• Assigned task:
Only the lines from the one with "index dip: (220, 144)" through the end of the data are wanted, copied exactly.

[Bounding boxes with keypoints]

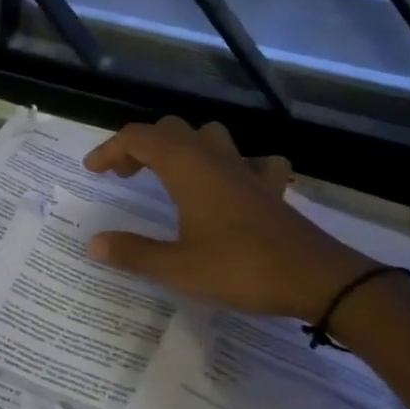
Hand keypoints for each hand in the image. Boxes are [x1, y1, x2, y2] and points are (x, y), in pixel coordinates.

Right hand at [83, 116, 376, 320]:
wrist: (317, 278)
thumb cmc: (241, 268)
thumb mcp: (178, 267)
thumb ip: (133, 253)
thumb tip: (94, 242)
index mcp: (186, 167)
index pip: (138, 138)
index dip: (110, 149)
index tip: (92, 172)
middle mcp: (214, 158)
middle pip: (170, 130)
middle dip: (141, 146)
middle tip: (124, 176)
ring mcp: (246, 169)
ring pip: (209, 136)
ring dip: (183, 146)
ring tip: (170, 173)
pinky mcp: (271, 187)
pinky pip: (251, 162)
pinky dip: (234, 165)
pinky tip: (232, 185)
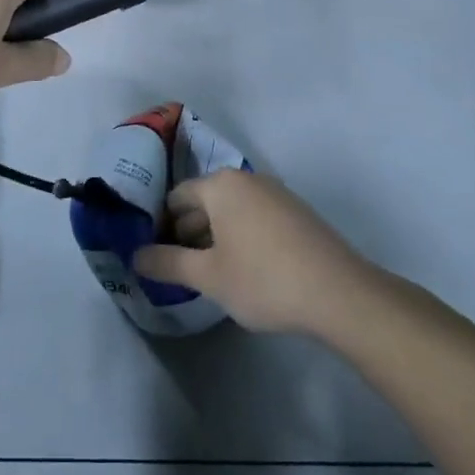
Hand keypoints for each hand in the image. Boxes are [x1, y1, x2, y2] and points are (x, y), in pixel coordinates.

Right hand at [133, 170, 371, 334]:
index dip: (161, 226)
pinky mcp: (298, 214)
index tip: (156, 255)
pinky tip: (245, 271)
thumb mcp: (208, 277)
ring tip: (210, 274)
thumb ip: (167, 263)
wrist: (340, 294)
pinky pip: (256, 218)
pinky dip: (242, 237)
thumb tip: (135, 256)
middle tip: (179, 268)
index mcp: (221, 185)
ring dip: (215, 237)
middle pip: (205, 202)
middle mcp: (247, 180)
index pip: (177, 197)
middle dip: (188, 232)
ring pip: (232, 211)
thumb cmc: (263, 279)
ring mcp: (277, 194)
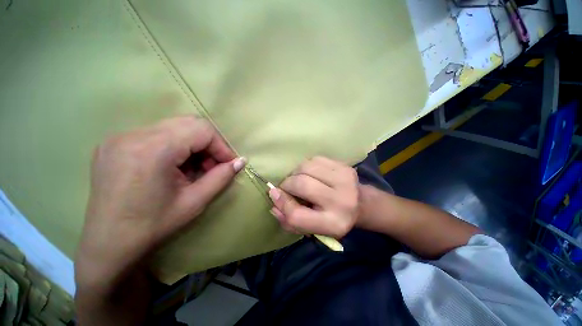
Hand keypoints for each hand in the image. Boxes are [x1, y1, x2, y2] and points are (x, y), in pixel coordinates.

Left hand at [75, 116, 244, 324]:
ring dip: (194, 149)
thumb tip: (241, 160)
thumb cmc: (151, 229)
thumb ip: (219, 176)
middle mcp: (132, 137)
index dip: (220, 144)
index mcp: (149, 150)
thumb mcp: (193, 203)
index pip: (199, 130)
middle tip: (215, 168)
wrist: (107, 251)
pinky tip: (177, 171)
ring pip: (175, 130)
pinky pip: (160, 138)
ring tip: (196, 172)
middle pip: (188, 126)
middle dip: (209, 145)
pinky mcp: (118, 146)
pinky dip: (178, 151)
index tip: (230, 162)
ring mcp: (121, 139)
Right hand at [268, 156, 359, 237]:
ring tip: (299, 179)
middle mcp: (342, 202)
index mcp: (333, 224)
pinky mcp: (344, 166)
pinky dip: (306, 166)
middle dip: (287, 184)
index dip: (281, 203)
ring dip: (296, 173)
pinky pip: (314, 159)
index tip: (274, 195)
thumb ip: (290, 219)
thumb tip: (273, 199)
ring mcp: (345, 180)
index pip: (296, 215)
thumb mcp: (312, 228)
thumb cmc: (333, 218)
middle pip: (301, 185)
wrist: (361, 204)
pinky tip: (311, 174)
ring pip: (305, 167)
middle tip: (287, 187)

• Your response:
index dip: (220, 144)
index mcp: (149, 150)
thumb mcp: (193, 203)
index pip: (199, 130)
middle tip: (215, 168)
wrist: (107, 251)
pinky tip: (177, 171)
ring pip: (175, 130)
pinky pip: (160, 138)
ring tip: (196, 172)
middle pip: (188, 126)
middle dip: (209, 145)
pinky mcp: (118, 146)
pinky dip: (178, 151)
index tip: (230, 162)
ring mcp: (121, 139)
Right hand at [268, 156, 359, 237]:
ring tip: (299, 179)
middle mcp: (342, 202)
index mcp: (333, 224)
pinky mcp: (344, 166)
pinky dip: (306, 166)
middle dip: (287, 184)
index dip: (281, 203)
ring dip: (296, 173)
pinky pip: (314, 159)
index tip: (274, 195)
thumb ip: (290, 219)
thumb tip: (273, 199)
ring mcp: (345, 180)
index pip: (296, 215)
thumb mcp: (312, 228)
thumb cmc: (333, 218)
middle pip: (301, 185)
wrist: (361, 204)
pinky tip: (311, 174)
ring pip: (305, 167)
middle tip: (287, 187)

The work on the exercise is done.